Starring: Ji Guanlin, Su Shangqing, Pan Shulan
Director: Liang Xuan, Zhang Chun
Running Time: 100 mins
Big Fish & Begonia is a Chinese film about a girl who, by travelling from her home under the sea to the surface world in the form of a dolphin, develops a connection with a human boy.
Partly the big-screen arrival of Chinese folklore in animated fashion, partly an answer to Japan’s dominance of the genre in recent years, Big Fish & Begonia is set up to be quite a game-changing film, and while it impresses with gorgeous visuals throughout, it does little to really hit home on a deeper level. With a fantasy story that fails to connect deep with real mythology and consequently feels more non-sensical, the film just isn’t the world’s most engrossing watch at any point.
But before I get into that, let’s first mention the animation, which is right up there with the best of the best from the genre in recent years. While it can’t quite match the deeply beautiful and tactile hand-drawn/painted visuals of early Studio Ghibli, its visual style is highly comparable to anime films of the modern day, and Big Fish & Begonia goes all out to use that style to full effect throughout.
As a result, the adventure back and forth between the bottom of the sea and the surface world looks absolutely gorgeous at every moment, and with a number of big centrepiece shots throughout that feature animals jumping out of the water in spectacular fashion, as well as a Ghibli-esque attention to detail with the presentation of mythological concepts and characters, there’s no denying just how striking and genuinely impressive this movie is.
Great visuals – as wonderful as they are – can’t hold an entire film, though. And that’s where Big Fish & Begonia really falls down. While it attempts to bring classic Chinese folklore onto the big screen in a cinematic fashion, the film really gets bogged down in an overly complex and often seemingly non-sensical fantasy story that really lacks the clear emotion and vision of better films with similar premises.
In that, Big Fish & Begonia comes off as a little bit of a weaker adaptation of a number of other films, with a very similar premise to Studio Ghibli’s Ponyo, a similar fantasy atmosphere to the legendary Spirited Away, and a combination of traditional mythology and animation that’s reminiscent of the gorgeous Irish film, Song Of The Sea.
Of course, with strong films like those in the back of your mind as you watch, it’s difficult for Big Fish & Begonia to really stun, but it lacks a simple elegance that at least two of those films carry off really well.
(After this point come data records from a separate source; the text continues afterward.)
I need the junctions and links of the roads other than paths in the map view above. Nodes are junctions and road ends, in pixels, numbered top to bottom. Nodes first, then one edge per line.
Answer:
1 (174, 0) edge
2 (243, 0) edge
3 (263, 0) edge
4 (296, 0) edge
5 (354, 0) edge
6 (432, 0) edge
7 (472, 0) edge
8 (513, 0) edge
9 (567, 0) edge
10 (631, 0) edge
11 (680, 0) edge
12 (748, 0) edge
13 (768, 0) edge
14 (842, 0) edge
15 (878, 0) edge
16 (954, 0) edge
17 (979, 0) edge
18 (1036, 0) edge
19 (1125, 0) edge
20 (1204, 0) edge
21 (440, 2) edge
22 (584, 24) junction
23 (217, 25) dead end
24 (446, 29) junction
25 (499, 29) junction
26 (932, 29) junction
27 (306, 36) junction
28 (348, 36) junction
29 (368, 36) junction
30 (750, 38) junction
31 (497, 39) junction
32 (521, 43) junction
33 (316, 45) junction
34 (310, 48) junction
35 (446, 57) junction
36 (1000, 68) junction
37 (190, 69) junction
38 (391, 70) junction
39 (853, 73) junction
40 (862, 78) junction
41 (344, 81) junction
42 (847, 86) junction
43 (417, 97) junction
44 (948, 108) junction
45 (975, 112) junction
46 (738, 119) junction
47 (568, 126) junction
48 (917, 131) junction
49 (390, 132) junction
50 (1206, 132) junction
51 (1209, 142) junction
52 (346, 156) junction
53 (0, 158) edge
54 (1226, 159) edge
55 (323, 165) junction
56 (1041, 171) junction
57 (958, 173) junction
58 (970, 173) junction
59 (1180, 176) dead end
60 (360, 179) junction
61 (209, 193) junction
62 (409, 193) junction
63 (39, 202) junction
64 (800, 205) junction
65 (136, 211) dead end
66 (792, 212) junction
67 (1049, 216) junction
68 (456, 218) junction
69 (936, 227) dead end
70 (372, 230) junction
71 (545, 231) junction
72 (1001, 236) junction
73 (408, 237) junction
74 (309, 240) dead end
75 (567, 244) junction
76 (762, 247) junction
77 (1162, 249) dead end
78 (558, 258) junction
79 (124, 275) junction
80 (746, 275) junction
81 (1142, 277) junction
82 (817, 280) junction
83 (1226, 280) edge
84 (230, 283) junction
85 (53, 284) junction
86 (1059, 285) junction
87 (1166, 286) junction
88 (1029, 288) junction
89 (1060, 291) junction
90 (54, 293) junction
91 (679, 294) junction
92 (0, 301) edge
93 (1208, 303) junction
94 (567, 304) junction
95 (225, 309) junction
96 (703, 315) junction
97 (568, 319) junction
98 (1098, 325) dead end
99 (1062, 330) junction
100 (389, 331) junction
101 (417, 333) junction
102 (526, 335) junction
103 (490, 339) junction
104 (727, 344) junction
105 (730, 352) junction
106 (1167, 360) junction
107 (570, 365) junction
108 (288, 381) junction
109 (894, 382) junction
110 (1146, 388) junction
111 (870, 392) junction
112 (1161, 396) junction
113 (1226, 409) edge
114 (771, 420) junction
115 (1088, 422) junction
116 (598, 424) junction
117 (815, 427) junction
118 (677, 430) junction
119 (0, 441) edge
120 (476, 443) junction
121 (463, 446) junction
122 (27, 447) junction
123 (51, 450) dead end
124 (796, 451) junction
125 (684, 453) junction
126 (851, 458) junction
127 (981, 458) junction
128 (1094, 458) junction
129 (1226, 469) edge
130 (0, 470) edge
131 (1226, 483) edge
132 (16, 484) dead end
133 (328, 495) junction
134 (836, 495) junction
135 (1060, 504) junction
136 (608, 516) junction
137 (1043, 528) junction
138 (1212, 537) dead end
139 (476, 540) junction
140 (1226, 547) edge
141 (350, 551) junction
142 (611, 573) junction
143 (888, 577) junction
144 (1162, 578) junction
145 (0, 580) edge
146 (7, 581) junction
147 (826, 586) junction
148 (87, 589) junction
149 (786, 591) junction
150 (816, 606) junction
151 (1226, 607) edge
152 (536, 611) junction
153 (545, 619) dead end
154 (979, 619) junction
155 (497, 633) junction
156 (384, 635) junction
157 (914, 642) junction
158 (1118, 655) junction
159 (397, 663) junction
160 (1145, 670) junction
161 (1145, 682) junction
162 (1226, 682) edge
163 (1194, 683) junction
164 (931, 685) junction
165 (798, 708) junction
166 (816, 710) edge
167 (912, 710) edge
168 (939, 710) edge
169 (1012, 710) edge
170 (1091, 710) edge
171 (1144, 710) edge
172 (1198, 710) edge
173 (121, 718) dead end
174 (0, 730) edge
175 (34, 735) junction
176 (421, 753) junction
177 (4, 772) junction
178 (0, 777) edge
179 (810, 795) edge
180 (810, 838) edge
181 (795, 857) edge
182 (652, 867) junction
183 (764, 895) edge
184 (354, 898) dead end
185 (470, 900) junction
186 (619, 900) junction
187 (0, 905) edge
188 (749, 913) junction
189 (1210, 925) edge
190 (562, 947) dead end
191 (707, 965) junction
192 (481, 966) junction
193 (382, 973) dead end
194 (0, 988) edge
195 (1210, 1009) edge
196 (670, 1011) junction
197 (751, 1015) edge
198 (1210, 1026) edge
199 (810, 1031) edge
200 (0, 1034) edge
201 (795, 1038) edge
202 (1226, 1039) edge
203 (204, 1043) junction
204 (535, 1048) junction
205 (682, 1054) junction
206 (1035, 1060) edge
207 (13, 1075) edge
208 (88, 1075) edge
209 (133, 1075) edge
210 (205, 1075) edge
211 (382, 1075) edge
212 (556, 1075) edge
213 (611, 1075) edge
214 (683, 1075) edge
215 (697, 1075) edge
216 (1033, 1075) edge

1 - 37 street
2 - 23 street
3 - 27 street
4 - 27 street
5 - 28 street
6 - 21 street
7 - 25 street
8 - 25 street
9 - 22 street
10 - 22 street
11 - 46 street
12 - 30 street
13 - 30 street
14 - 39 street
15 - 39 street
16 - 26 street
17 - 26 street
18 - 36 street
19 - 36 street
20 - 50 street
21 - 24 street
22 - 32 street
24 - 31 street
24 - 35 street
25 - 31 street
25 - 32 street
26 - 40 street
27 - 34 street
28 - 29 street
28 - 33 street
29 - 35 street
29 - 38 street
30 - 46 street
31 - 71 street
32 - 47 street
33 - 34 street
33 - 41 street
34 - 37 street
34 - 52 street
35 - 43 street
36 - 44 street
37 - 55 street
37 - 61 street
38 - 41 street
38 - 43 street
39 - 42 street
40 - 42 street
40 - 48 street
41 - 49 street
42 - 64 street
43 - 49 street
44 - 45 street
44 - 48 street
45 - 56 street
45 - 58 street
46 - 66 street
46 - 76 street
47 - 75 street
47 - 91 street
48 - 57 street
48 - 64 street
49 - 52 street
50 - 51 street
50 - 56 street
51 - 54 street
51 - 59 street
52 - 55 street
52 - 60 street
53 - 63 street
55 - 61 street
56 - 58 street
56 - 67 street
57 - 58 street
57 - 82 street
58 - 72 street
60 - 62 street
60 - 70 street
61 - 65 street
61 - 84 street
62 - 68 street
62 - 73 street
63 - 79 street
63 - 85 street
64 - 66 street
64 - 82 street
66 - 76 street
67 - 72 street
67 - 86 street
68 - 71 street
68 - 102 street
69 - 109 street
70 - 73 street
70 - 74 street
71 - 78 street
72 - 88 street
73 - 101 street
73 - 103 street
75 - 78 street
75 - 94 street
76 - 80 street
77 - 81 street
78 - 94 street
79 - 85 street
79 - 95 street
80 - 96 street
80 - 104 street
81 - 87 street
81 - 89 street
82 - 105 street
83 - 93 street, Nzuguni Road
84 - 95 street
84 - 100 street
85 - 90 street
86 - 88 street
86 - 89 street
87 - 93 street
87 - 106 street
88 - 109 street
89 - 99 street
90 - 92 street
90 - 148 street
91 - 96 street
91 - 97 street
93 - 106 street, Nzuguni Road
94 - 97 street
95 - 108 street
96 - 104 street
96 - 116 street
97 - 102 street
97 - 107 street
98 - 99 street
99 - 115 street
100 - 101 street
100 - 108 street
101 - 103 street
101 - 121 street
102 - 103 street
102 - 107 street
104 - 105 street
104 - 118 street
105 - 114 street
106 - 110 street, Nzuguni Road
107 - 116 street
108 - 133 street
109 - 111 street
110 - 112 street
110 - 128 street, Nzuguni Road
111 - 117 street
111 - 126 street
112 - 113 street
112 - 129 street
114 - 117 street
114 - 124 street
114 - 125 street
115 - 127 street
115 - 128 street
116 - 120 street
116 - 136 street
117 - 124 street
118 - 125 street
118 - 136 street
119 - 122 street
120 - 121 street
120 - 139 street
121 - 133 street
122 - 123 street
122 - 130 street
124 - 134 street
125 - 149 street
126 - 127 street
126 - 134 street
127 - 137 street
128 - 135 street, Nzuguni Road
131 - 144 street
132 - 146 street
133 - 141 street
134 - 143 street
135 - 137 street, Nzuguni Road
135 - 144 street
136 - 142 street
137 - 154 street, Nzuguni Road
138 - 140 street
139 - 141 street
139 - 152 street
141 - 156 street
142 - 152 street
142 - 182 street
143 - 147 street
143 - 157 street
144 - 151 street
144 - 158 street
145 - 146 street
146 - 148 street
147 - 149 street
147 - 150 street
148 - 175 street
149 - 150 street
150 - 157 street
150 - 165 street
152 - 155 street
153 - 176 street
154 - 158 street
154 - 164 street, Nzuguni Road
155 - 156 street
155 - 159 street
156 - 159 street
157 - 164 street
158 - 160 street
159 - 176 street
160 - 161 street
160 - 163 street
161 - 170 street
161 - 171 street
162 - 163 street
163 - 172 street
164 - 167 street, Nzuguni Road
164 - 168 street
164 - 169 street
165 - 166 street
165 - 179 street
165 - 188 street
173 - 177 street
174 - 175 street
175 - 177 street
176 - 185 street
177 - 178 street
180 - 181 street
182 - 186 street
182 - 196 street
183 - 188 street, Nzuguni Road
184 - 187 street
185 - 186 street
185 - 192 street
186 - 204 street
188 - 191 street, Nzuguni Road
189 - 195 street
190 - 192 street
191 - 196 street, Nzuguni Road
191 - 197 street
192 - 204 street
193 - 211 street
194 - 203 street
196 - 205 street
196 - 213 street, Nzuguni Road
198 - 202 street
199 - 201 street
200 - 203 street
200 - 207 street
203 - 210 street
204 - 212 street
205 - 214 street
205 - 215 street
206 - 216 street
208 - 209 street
At its core, the film’s story is the relationship between a young girl from under the sea, and a boy from the human world. That story is simple enough, and with good emotional depth, can prove properly moving, however the film gets too bogged down in wider mythological and thematic ideas that take away from the potential of that core idea, similar to how the Japanese anime Patema Inverted finds itself distracted by other ideas away from the central relationship.
As a result, I never found myself able to really connect with Big Fish & Begonia on the emotional level that I felt it really deserved. With such spectacular visuals, I really wanted to be swept away by the entire film, but there’s just not enough consistency or genuine depth beneath that exceptional animation to genuinely captivate you at any point, which makes for a frustratingly underwhelming and often difficult-to-follow watch, and that’s why I’m giving this a 6.6 overall.